* **Aim of the exercise**
The answer must be an exact copy of the listing below.

***** Records supplied *****

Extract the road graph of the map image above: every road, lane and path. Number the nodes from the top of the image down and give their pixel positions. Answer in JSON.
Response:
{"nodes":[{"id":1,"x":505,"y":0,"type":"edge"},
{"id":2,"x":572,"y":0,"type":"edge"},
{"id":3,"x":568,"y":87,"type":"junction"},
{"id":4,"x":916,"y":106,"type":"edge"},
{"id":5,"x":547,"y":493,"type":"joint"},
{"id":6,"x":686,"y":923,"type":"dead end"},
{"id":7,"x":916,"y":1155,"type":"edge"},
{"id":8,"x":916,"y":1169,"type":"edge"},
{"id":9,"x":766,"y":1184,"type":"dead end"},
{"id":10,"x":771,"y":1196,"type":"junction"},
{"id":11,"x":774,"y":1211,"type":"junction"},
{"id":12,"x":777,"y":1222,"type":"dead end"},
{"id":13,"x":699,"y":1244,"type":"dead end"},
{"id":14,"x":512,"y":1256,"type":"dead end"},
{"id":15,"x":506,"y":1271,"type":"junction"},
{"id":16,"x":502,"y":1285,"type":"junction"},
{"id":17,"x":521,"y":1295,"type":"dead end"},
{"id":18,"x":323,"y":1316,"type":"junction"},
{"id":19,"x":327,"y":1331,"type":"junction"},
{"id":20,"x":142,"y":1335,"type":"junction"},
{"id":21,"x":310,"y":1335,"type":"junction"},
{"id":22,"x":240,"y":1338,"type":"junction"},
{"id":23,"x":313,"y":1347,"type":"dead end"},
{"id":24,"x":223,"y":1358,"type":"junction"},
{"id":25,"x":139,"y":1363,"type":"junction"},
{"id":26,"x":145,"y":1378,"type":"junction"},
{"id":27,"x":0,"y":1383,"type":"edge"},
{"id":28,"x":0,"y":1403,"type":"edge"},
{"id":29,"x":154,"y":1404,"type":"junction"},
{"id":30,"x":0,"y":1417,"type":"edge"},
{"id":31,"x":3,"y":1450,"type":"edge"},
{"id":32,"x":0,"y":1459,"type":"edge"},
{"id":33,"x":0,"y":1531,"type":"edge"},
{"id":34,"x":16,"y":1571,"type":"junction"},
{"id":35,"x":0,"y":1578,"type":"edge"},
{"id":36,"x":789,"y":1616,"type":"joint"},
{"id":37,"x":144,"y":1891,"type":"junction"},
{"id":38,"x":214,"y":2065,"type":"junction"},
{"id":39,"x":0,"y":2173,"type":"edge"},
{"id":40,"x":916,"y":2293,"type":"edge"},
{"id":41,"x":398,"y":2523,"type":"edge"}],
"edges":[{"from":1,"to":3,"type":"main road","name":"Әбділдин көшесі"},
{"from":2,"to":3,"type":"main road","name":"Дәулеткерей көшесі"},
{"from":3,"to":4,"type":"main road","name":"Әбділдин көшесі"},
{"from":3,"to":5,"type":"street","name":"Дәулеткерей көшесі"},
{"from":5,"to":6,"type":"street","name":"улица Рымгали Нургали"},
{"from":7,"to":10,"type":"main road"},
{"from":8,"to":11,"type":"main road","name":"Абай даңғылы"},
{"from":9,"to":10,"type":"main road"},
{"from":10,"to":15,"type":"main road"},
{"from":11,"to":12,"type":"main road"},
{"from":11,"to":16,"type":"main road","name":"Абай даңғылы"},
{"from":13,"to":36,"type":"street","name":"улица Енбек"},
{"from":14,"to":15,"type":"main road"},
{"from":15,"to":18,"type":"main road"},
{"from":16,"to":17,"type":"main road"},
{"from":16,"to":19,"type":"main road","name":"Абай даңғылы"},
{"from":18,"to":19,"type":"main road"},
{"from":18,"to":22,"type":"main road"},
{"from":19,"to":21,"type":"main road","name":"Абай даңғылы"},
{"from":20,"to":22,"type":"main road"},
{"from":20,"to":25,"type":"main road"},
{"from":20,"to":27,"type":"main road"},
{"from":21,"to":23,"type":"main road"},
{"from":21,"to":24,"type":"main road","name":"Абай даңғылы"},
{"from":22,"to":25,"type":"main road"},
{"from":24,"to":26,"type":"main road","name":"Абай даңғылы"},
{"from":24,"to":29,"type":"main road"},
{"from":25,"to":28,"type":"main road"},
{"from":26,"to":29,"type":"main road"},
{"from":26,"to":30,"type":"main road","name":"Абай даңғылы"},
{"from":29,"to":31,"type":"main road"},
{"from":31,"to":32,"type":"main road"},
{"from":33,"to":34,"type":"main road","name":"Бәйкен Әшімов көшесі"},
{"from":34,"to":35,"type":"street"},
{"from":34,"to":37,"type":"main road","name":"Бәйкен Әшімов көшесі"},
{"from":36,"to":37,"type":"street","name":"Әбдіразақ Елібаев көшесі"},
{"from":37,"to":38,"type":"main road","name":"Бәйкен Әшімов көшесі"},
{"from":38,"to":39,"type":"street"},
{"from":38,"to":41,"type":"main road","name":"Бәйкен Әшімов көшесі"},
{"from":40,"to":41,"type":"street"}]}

*****

* **Answer below**
Extract the road graph of the map image above: every road, lane and path. Number the nodes from the top of the image down and give their pixel positions. Answer in JSON.
Response:
{"nodes":[{"id":1,"x":505,"y":0,"type":"edge"},
{"id":2,"x":572,"y":0,"type":"edge"},
{"id":3,"x":568,"y":87,"type":"junction"},
{"id":4,"x":916,"y":106,"type":"edge"},
{"id":5,"x":547,"y":493,"type":"joint"},
{"id":6,"x":686,"y":923,"type":"dead end"},
{"id":7,"x":916,"y":1155,"type":"edge"},
{"id":8,"x":916,"y":1169,"type":"edge"},
{"id":9,"x":766,"y":1184,"type":"dead end"},
{"id":10,"x":771,"y":1196,"type":"junction"},
{"id":11,"x":774,"y":1211,"type":"junction"},
{"id":12,"x":777,"y":1222,"type":"dead end"},
{"id":13,"x":699,"y":1244,"type":"dead end"},
{"id":14,"x":512,"y":1256,"type":"dead end"},
{"id":15,"x":506,"y":1271,"type":"junction"},
{"id":16,"x":502,"y":1285,"type":"junction"},
{"id":17,"x":521,"y":1295,"type":"dead end"},
{"id":18,"x":323,"y":1316,"type":"junction"},
{"id":19,"x":327,"y":1331,"type":"junction"},
{"id":20,"x":142,"y":1335,"type":"junction"},
{"id":21,"x":310,"y":1335,"type":"junction"},
{"id":22,"x":240,"y":1338,"type":"junction"},
{"id":23,"x":313,"y":1347,"type":"dead end"},
{"id":24,"x":223,"y":1358,"type":"junction"},
{"id":25,"x":139,"y":1363,"type":"junction"},
{"id":26,"x":145,"y":1378,"type":"junction"},
{"id":27,"x":0,"y":1383,"type":"edge"},
{"id":28,"x":0,"y":1403,"type":"edge"},
{"id":29,"x":154,"y":1404,"type":"junction"},
{"id":30,"x":0,"y":1417,"type":"edge"},
{"id":31,"x":3,"y":1450,"type":"edge"},
{"id":32,"x":0,"y":1459,"type":"edge"},
{"id":33,"x":0,"y":1531,"type":"edge"},
{"id":34,"x":16,"y":1571,"type":"junction"},
{"id":35,"x":0,"y":1578,"type":"edge"},
{"id":36,"x":789,"y":1616,"type":"joint"},
{"id":37,"x":144,"y":1891,"type":"junction"},
{"id":38,"x":214,"y":2065,"type":"junction"},
{"id":39,"x":0,"y":2173,"type":"edge"},
{"id":40,"x":916,"y":2293,"type":"edge"},
{"id":41,"x":398,"y":2523,"type":"edge"}],
"edges":[{"from":1,"to":3,"type":"main road","name":"Әбділдин көшесі"},
{"from":2,"to":3,"type":"main road","name":"Дәулеткерей көшесі"},
{"from":3,"to":4,"type":"main road","name":"Әбділдин көшесі"},
{"from":3,"to":5,"type":"street","name":"Дәулеткерей көшесі"},
{"from":5,"to":6,"type":"street","name":"улица Рымгали Нургали"},
{"from":7,"to":10,"type":"main road"},
{"from":8,"to":11,"type":"main road","name":"Абай даңғылы"},
{"from":9,"to":10,"type":"main road"},
{"from":10,"to":15,"type":"main road"},
{"from":11,"to":12,"type":"main road"},
{"from":11,"to":16,"type":"main road","name":"Абай даңғылы"},
{"from":13,"to":36,"type":"street","name":"улица Енбек"},
{"from":14,"to":15,"type":"main road"},
{"from":15,"to":18,"type":"main road"},
{"from":16,"to":17,"type":"main road"},
{"from":16,"to":19,"type":"main road","name":"Абай даңғылы"},
{"from":18,"to":19,"type":"main road"},
{"from":18,"to":22,"type":"main road"},
{"from":19,"to":21,"type":"main road","name":"Абай даңғылы"},
{"from":20,"to":22,"type":"main road"},
{"from":20,"to":25,"type":"main road"},
{"from":20,"to":27,"type":"main road"},
{"from":21,"to":23,"type":"main road"},
{"from":21,"to":24,"type":"main road","name":"Абай даңғылы"},
{"from":22,"to":25,"type":"main road"},
{"from":24,"to":26,"type":"main road","name":"Абай даңғылы"},
{"from":24,"to":29,"type":"main road"},
{"from":25,"to":28,"type":"main road"},
{"from":26,"to":29,"type":"main road"},
{"from":26,"to":30,"type":"main road","name":"Абай даңғылы"},
{"from":29,"to":31,"type":"main road"},
{"from":31,"to":32,"type":"main road"},
{"from":33,"to":34,"type":"main road","name":"Бәйкен Әшімов көшесі"},
{"from":34,"to":35,"type":"street"},
{"from":34,"to":37,"type":"main road","name":"Бәйкен Әшімов көшесі"},
{"from":36,"to":37,"type":"street","name":"Әбдіразақ Елібаев көшесі"},
{"from":37,"to":38,"type":"main road","name":"Бәйкен Әшімов көшесі"},
{"from":38,"to":39,"type":"street"},
{"from":38,"to":41,"type":"main road","name":"Бәйкен Әшімов көшесі"},
{"from":40,"to":41,"type":"street"}]}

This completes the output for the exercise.